Abstract

The northern Tien Shan is the northern front of the Himalayan mountain belt, which resulted from the collision between the Indian and Eurasian Plates. This region encompasses the most active seismic zones of the orogen, which generated the strongest (M > 8) earthquakes. Since there are scarcely any written accounts, the only way to trace back strong earthquakes is the paleoseismologic method. Since 1984 we have been studying the northwestern Issyk Kul’ basin, where there are differently directed anticlines, which constitute the Kungei meganticline. Here, several active tectonic structures (faults, folds) are located, whose development was accompanied by strong earthquakes.
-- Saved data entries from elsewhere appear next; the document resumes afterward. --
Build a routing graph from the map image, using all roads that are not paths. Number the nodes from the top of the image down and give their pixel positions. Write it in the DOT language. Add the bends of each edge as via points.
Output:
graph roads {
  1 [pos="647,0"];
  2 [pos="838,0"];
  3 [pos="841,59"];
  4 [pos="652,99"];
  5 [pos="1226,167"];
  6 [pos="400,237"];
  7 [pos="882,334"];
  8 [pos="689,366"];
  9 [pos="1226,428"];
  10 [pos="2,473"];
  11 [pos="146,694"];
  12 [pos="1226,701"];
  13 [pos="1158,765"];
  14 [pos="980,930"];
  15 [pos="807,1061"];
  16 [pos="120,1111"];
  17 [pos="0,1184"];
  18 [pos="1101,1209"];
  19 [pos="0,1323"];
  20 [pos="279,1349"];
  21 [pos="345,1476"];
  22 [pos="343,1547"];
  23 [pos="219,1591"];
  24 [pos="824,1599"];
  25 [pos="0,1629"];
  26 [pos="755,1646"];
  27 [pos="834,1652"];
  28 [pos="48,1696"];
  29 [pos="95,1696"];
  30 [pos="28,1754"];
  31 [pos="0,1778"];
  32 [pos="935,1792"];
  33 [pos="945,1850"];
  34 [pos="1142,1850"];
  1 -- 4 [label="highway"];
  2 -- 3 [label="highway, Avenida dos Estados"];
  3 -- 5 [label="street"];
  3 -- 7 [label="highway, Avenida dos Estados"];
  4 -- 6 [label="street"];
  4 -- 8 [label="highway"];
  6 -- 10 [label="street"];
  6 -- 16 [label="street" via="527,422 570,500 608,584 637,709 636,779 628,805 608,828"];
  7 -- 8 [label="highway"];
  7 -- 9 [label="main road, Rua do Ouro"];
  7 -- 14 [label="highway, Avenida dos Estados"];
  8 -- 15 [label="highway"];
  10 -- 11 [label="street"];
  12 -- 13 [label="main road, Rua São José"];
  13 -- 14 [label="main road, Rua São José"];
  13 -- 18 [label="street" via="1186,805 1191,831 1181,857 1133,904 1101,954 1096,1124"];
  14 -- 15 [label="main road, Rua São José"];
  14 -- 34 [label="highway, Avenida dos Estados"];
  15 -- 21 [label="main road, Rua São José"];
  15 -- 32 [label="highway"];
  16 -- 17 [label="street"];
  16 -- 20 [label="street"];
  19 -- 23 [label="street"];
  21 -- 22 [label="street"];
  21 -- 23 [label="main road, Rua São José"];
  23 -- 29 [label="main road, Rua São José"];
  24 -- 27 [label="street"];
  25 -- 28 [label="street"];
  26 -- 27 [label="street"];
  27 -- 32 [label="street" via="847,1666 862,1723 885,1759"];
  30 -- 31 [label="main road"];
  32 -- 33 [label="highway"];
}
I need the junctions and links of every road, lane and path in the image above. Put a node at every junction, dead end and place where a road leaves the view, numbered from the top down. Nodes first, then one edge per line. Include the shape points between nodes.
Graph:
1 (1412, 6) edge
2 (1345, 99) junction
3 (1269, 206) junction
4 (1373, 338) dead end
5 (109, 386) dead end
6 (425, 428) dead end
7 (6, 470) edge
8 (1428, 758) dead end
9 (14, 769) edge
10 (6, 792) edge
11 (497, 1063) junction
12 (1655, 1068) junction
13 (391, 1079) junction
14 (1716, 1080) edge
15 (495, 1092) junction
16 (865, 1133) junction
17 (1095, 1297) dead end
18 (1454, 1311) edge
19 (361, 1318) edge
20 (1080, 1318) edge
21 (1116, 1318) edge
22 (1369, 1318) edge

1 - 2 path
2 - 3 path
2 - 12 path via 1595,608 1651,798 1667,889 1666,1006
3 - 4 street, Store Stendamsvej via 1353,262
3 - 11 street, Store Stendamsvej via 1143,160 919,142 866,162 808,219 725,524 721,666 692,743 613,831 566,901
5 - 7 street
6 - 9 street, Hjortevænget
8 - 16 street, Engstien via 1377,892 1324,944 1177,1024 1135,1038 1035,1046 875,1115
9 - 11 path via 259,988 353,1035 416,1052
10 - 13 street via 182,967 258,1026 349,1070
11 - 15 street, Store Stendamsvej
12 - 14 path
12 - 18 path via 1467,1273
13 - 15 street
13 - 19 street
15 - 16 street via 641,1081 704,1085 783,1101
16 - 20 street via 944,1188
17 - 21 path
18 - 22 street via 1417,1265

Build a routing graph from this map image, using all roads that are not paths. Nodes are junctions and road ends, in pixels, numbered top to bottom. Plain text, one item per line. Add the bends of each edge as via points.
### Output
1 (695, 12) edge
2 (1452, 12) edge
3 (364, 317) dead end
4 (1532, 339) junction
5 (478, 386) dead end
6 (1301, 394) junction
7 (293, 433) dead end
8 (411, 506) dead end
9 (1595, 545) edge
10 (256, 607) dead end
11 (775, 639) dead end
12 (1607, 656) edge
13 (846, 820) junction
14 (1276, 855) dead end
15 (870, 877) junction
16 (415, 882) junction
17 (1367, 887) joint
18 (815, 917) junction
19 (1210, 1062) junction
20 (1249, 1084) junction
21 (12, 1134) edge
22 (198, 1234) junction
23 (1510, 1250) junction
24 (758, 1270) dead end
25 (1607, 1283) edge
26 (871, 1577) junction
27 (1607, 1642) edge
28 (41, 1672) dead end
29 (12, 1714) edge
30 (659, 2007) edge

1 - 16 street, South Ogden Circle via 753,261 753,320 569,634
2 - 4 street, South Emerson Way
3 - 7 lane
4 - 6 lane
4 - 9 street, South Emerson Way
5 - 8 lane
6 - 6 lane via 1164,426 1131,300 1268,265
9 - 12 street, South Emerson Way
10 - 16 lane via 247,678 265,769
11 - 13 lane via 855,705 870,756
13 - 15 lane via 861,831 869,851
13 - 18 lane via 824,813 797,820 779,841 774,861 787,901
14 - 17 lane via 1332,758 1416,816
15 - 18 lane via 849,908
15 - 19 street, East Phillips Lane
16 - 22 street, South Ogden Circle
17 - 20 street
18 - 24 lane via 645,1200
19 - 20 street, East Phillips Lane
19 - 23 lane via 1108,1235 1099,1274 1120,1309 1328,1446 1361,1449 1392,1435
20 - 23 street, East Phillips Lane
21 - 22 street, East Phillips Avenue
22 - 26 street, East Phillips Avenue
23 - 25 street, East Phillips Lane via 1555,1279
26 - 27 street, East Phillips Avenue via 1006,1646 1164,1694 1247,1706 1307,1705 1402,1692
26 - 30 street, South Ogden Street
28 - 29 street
Our field studies of 2008 in the Iiri-Taldybulak Valley, along the adyrs (foothills) of the Kungei-Ala-Too Range, revealed two unknown historical earthquakes. The first one, which occurred along the southern rupture in the late 7th century A.D., gave rise to a seismic scarp; the latter broke through the river floodplain and a tash-koro (ancient settlement). The second one, which occurred along the northern rupture in the late 9th century A.D., increased the height of the seismic scarp, existing on the Early Holocene and older terraces. Note that this region already records a strong seismic event around 500 A.D. Archeologic data have revealed one more strong earthquake, which took place in the 14th century A.D. Note that the above-mentioned strong seismic events are coeval with the decline of the nomadic cultures (Wusun, Turkic, Mogul) in the northern Tien Shan and Zhetysu (Semirech’e).